2. Masalah pengabaian
Seseorang bisa mengalami masalah penelantaran karena pengasuh utama yang ambivalen atau jika mereka telah ditinggalkan oleh pasangan jangka panjang. Atau, seperti yang dijelaskan Dr. Bhonsle, mungkin ada kasus di mana mereka berpikir mereka telah ditinggalkan tetapi sebenarnya hal itu tidak terjadi.
Masalah pengabaian mereka memicu upaya tanpa henti untuk mencari hubungan terbaik berikutnya. Ketakutan akan penolakan membuat mereka percaya bahwa satu-satunya cara untuk benar-benar merasa dihargai adalah dengan jatuh cinta, dan ketika rasa baru itu memudar, mereka akan mencari sensasinya lagi.
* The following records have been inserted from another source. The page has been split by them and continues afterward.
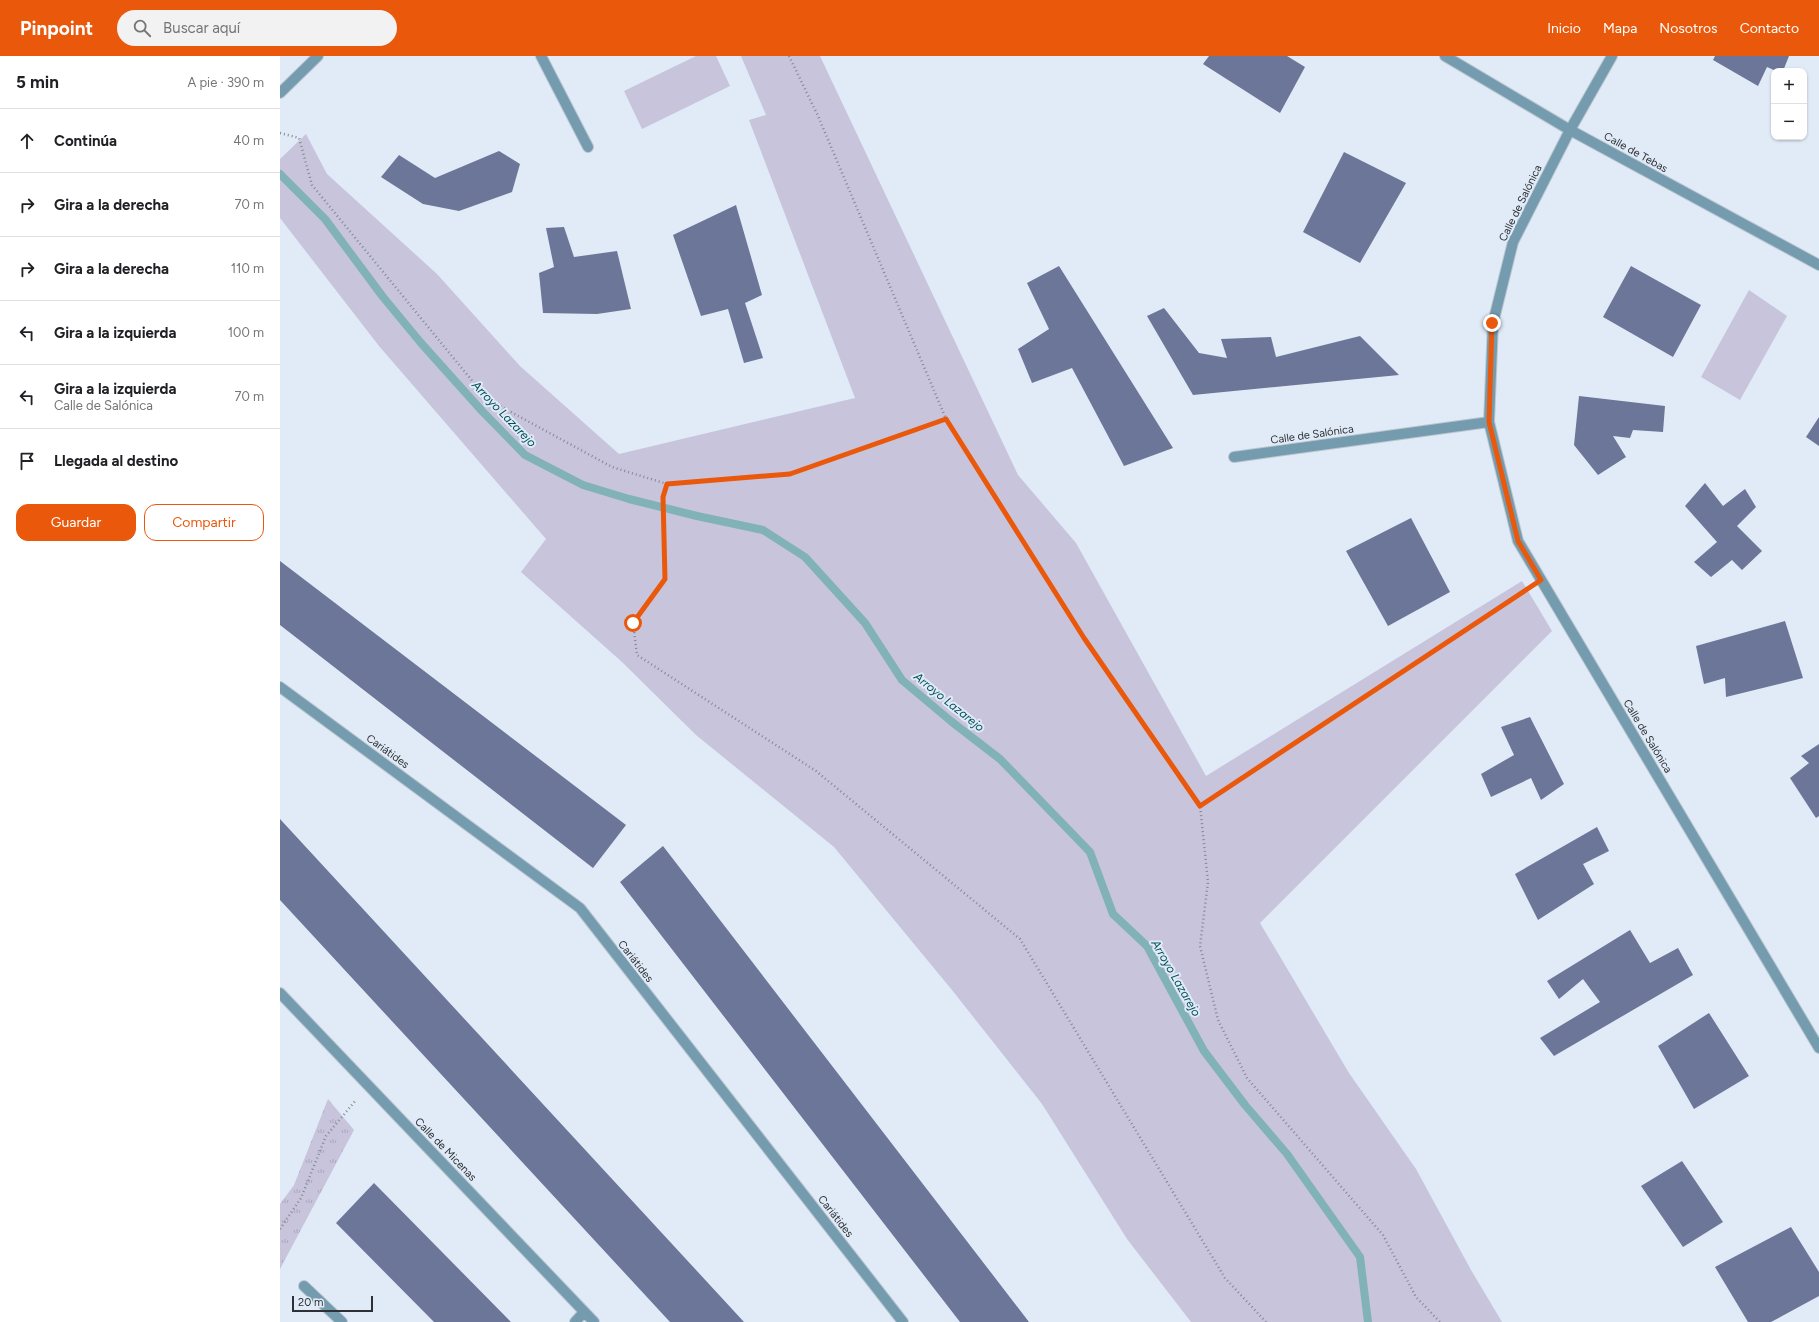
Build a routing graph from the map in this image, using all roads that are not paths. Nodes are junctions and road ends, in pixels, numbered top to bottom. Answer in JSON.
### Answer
{"nodes":[{"id":1,"x":318,"y":56,"type":"edge"},
{"id":2,"x":541,"y":56,"type":"edge"},
{"id":3,"x":1445,"y":56,"type":"edge"},
{"id":4,"x":1612,"y":56,"type":"edge"},
{"id":5,"x":280,"y":93,"type":"edge"},
{"id":6,"x":1570,"y":130,"type":"junction"},
{"id":7,"x":588,"y":147,"type":"dead end"},
{"id":8,"x":1819,"y":265,"type":"edge"},
{"id":9,"x":1489,"y":422,"type":"junction"},
{"id":10,"x":1234,"y":457,"type":"dead end"},
{"id":11,"x":280,"y":687,"type":"edge"},
{"id":12,"x":280,"y":993,"type":"edge"},
{"id":13,"x":1819,"y":1048,"type":"edge"},
{"id":14,"x":304,"y":1286,"type":"dead end"},
{"id":15,"x":584,"y":1312,"type":"junction"},
{"id":16,"x":342,"y":1322,"type":"edge"},
{"id":17,"x":575,"y":1322,"type":"edge"},
{"id":18,"x":594,"y":1322,"type":"edge"},
{"id":19,"x":903,"y":1322,"type":"edge"}],
"edges":[{"from":1,"to":5,"type":"street"},
{"from":2,"to":7,"type":"street"},
{"from":3,"to":6,"type":"street","name":"Calle de Tebas"},
{"from":4,"to":6,"type":"street","name":"Calle de Salónica"},
{"from":6,"to":8,"type":"street","name":"Calle de Tebas"},
{"from":6,"to":9,"type":"street","name":"Calle de Salónica"},
{"from":9,"to":10,"type":"street","name":"Calle de Salónica"},
{"from":9,"to":13,"type":"street","name":"Calle de Salónica"},
{"from":11,"to":19,"type":"street","name":"Cariátides"},
{"from":12,"to":15,"type":"street","name":"Calle de Micenas"},
{"from":14,"to":16,"type":"street"},
{"from":15,"to":17,"type":"street"},
{"from":15,"to":18,"type":"street","name":"Calle de Micenas"}]}
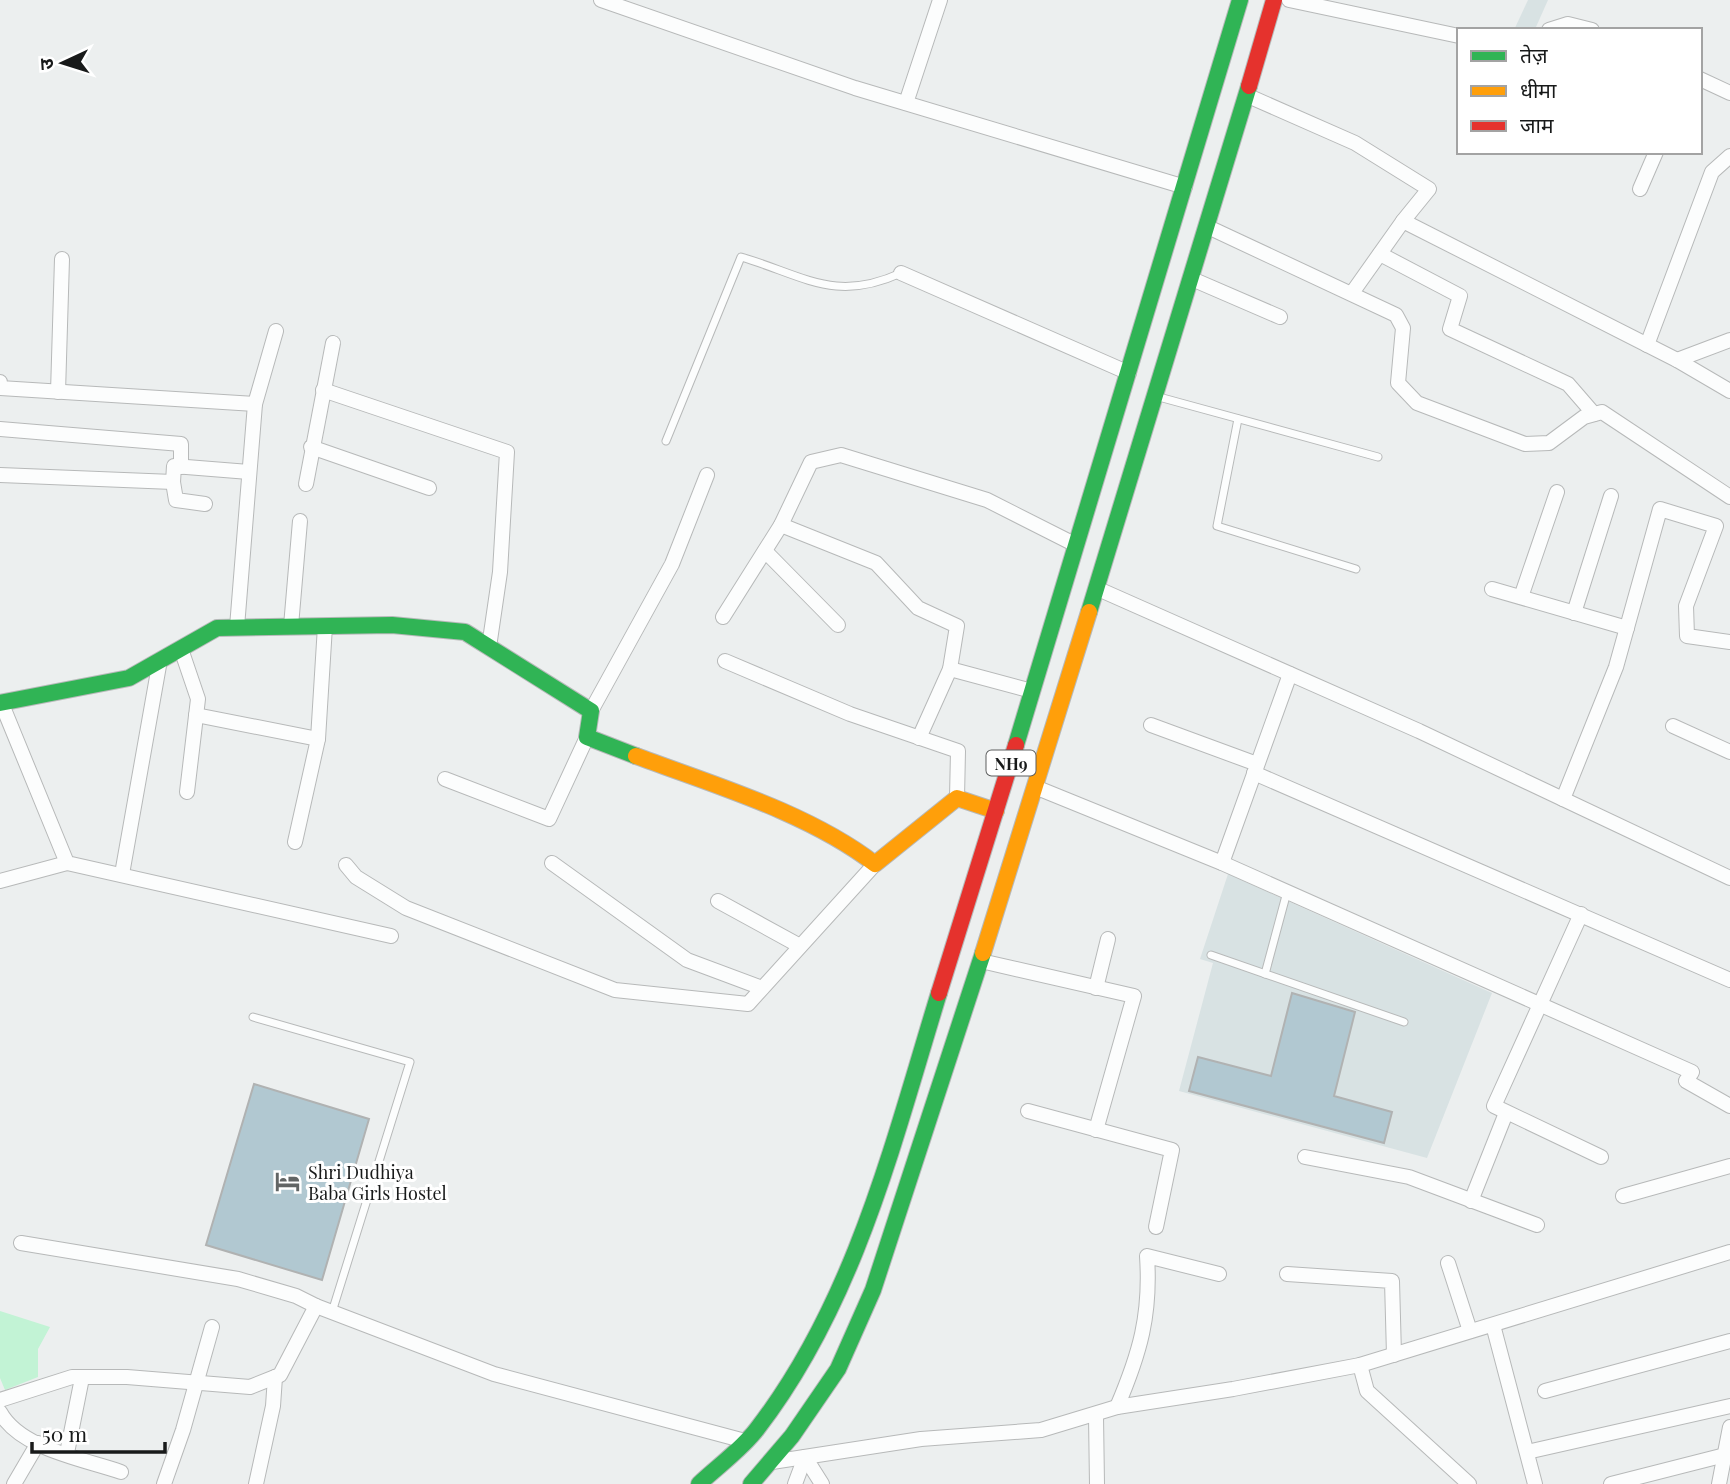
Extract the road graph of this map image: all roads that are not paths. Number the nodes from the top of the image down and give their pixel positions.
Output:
1 (600, 0) edge
2 (940, 0) edge
3 (1240, 0) edge
4 (1274, 0) edge
5 (1289, 0) edge
6 (1555, 28) edge
7 (1584, 28) edge
8 (1457, 36) edge
9 (1702, 80) edge
10 (1730, 93) edge
11 (1246, 95) junction
12 (906, 103) junction
13 (1655, 154) edge
14 (1730, 156) edge
15 (1185, 187) junction
16 (1640, 189) dead end
17 (1403, 221) junction
18 (1208, 228) junction
19 (1380, 254) junction
20 (62, 259) dead end
21 (901, 273) joint
22 (1192, 279) junction
23 (1352, 293) junction
24 (1280, 317) dead end
25 (276, 331) dead end
26 (1730, 340) edge
27 (333, 342) dead end
28 (1647, 345) junction
29 (1677, 360) junction
30 (1129, 373) junction
31 (0, 382) edge
32 (323, 390) junction
33 (1730, 391) edge
34 (58, 392) junction
35 (1155, 396) junction
36 (255, 404) junction
37 (1594, 414) junction
38 (1238, 419) junction
39 (0, 429) edge
40 (666, 441) dead end
41 (311, 447) junction
42 (1378, 457) dead end
43 (181, 467) junction
44 (249, 472) junction
45 (0, 475) edge
46 (707, 475) dead end
47 (173, 482) junction
48 (306, 484) dead end
49 (429, 488) dead end
50 (1557, 492) dead end
51 (1611, 496) dead end
52 (1730, 497) edge
53 (205, 504) dead end
54 (300, 521) dead end
55 (781, 525) junction
56 (1076, 545) junction
57 (765, 551) junction
58 (1356, 569) dead end
59 (1096, 588) junction
60 (1492, 589) dead end
61 (1521, 597) junction
62 (1574, 613) junction
63 (723, 617) dead end
64 (325, 625) junction
65 (838, 625) dead end
66 (291, 626) junction
67 (237, 627) junction
68 (1627, 628) junction
69 (1730, 642) edge
70 (489, 647) junction
71 (181, 649) junction
72 (160, 660) junction
73 (725, 661) dead end
74 (950, 669) junction
75 (1290, 674) junction
76 (1032, 691) junction
77 (1, 703) edge
78 (591, 711) junction
79 (196, 715) junction
80 (1151, 725) dead end
81 (1673, 726) dead end
82 (587, 737) junction
83 (919, 738) junction
84 (318, 739) junction
85 (1730, 752) edge
86 (1256, 768) junction
87 (445, 779) dead end
88 (1035, 787) junction
89 (187, 792) dead end
90 (957, 798) junction
91 (1563, 799) junction
92 (996, 811) junction
93 (295, 842) dead end
94 (67, 863) junction
95 (552, 863) dead end
96 (1222, 863) junction
97 (875, 864) junction
98 (346, 865) dead end
99 (122, 874) junction
100 (1730, 878) edge
101 (0, 881) edge
102 (1287, 892) junction
103 (718, 901) dead end
104 (1581, 914) junction
105 (391, 936) dead end
106 (1108, 939) dead end
107 (800, 946) junction
108 (1211, 955) dead end
109 (981, 961) junction
110 (1265, 974) junction
111 (1730, 980) edge
112 (762, 988) junction
113 (1096, 988) junction
114 (1539, 1005) junction
115 (253, 1017) dead end
116 (1404, 1022) dead end
117 (1730, 1106) edge
118 (1028, 1111) dead end
119 (1506, 1113) junction
120 (1096, 1130) junction
121 (1305, 1157) dead end
122 (1601, 1157) dead end
123 (1730, 1166) edge
124 (1623, 1196) dead end
125 (1471, 1201) junction
126 (1537, 1225) dead end
127 (1156, 1227) dead end
128 (22, 1243) dead end
129 (1729, 1257) edge
130 (1448, 1262) dead end
131 (1219, 1274) dead end
132 (1287, 1274) dead end
133 (316, 1306) junction
134 (332, 1312) junction
135 (1493, 1325) junction
136 (212, 1327) dead end
137 (1471, 1331) junction
138 (1730, 1340) edge
139 (1394, 1354) junction
140 (1360, 1365) junction
141 (275, 1377) junction
142 (82, 1378) junction
143 (197, 1382) junction
144 (1545, 1391) dead end
145 (0, 1400) edge
146 (1730, 1406) edge
147 (1117, 1407) junction
148 (0, 1412) edge
149 (1096, 1416) junction
150 (1730, 1427) edge
151 (745, 1441) junction
152 (38, 1443) junction
153 (1527, 1452) junction
154 (66, 1453) junction
155 (1725, 1455) junction
156 (805, 1457) junction
157 (770, 1462) junction
158 (121, 1472) dead end
159 (14, 1484) edge
160 (164, 1484) edge
161 (256, 1484) edge
162 (699, 1484) edge
163 (751, 1484) edge
164 (795, 1484) edge
165 (822, 1484) edge
166 (1097, 1484) edge
167 (1469, 1484) edge
168 (1535, 1484) edge
169 (1611, 1484) edge
170 (1719, 1484) edge

1 - 12 street
2 - 12 street
3 - 15 main road, NH9
4 - 11 main road, NH9
5 - 8 street
6 - 7 street
9 - 10 street
11 - 17 street
11 - 18 main road, NH9
12 - 15 street
13 - 16 street
14 - 28 street
15 - 30 main road, NH9
17 - 19 street
17 - 28 street
18 - 22 main road, NH9
18 - 23 street
19 - 23 street
19 - 37 street
20 - 34 street
21 - 30 street
21 - 40 lane
22 - 24 street
22 - 35 main road, NH9
23 - 37 street
25 - 36 street
26 - 29 street
27 - 32 street
28 - 29 street
29 - 33 street
30 - 56 main road, NH9
31 - 34 street
32 - 41 street
32 - 70 street
34 - 36 street
35 - 38 lane
35 - 59 main road, NH9
36 - 44 street
37 - 52 street
38 - 42 lane
38 - 58 lane
39 - 43 street
41 - 48 street
41 - 49 street
43 - 44 street
43 - 47 street
44 - 67 street
45 - 47 street
46 - 78 street
47 - 53 street
50 - 61 street
51 - 62 street
54 - 66 street
55 - 56 street
55 - 57 street
55 - 74 street
56 - 76 main road, NH9
57 - 63 street
57 - 65 street
59 - 75 street
59 - 88 main road, NH9
60 - 61 street
61 - 62 street
62 - 68 street
64 - 66 main road
64 - 70 main road
64 - 84 street
66 - 67 main road
67 - 71 main road
68 - 69 street
68 - 91 street
70 - 78 main road
71 - 72 main road
71 - 79 street
72 - 77 main road
72 - 99 street
73 - 83 street
74 - 76 street
74 - 83 street
75 - 86 street
75 - 91 street
76 - 92 main road, NH9
77 - 94 street
78 - 82 main road
79 - 84 street
79 - 89 street
80 - 86 street
81 - 85 street
82 - 87 street
82 - 97 main road
83 - 90 street
84 - 93 street
86 - 96 street
86 - 104 street
88 - 96 street
88 - 109 main road, NH9
90 - 92 main road
90 - 97 main road
91 - 100 street
92 - 151 main road, NH9
94 - 99 street
94 - 101 street
95 - 112 street
96 - 102 street
97 - 107 street
98 - 112 street
99 - 105 street
102 - 110 lane
102 - 114 street
103 - 107 street
104 - 111 street
104 - 114 street
106 - 113 street
107 - 112 street
108 - 110 lane
109 - 113 street
109 - 157 main road, NH9
110 - 116 lane
113 - 120 street
114 - 117 street
114 - 119 street
115 - 134 lane
118 - 120 street
119 - 122 street
119 - 125 street
120 - 127 street
121 - 125 street
123 - 124 street
125 - 126 street
128 - 133 street
129 - 135 street
130 - 137 street
131 - 147 street
132 - 139 street
133 - 134 street
133 - 141 street
134 - 151 street
135 - 137 street
135 - 153 street
136 - 143 street
137 - 139 street
138 - 144 street
139 - 140 street
140 - 147 street
140 - 167 street
141 - 143 street
141 - 161 street
142 - 143 street
142 - 145 street
142 - 154 street
143 - 160 street
146 - 153 street
147 - 149 street
148 - 152 street
149 - 156 street
149 - 166 street
150 - 155 street
151 - 162 main road, NH9
152 - 154 street
152 - 159 street
153 - 168 street
154 - 158 street
155 - 169 street
155 - 170 street
156 - 157 street
156 - 164 street
156 - 165 street
157 - 163 main road, NH9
Bacaan Terkait: 10 Masalah Pengabaian yang Halus dalam Hubungan dan 5 Tips Mengatasinya
3. Menemukan alasan dan harga diri
Seperti yang dijelaskan Dr. Bhonsle, mereka yang menderita kecanduan cinta cenderung mencari hubungan romantis untuk menghindari pikiran-pikiran negatif tentang diri mereka sendiri. Satu-satunya cara bagi mereka untuk menemukan harga diri adalah dengan merasa berharga di mata orang lain.
Dr. Bhonsle juga menjelaskan bahwa orang-orang yang menganggap menjalani hidup sebagai beban mungkin juga mencoba menemukan makna dan motivasi hidup melalui cinta. Mereka mungkin menggunakan cinta untuk membenarkan kehidupan mereka, yang seringkali berujung pada hubungan yang tidak sehat.
4. Panutan cinta yang tidak sehat
Jika panutan cinta seorang anak adalah orang-orang yang mengejarnya secara obsesif, kecanduan cinta dapat menjadi perilaku yang dipelajari bagi mereka saat dewasa. Persepsi cinta yang terbentuk pada seseorang biasanya terbentuk melalui contoh pertama yang mereka lihat.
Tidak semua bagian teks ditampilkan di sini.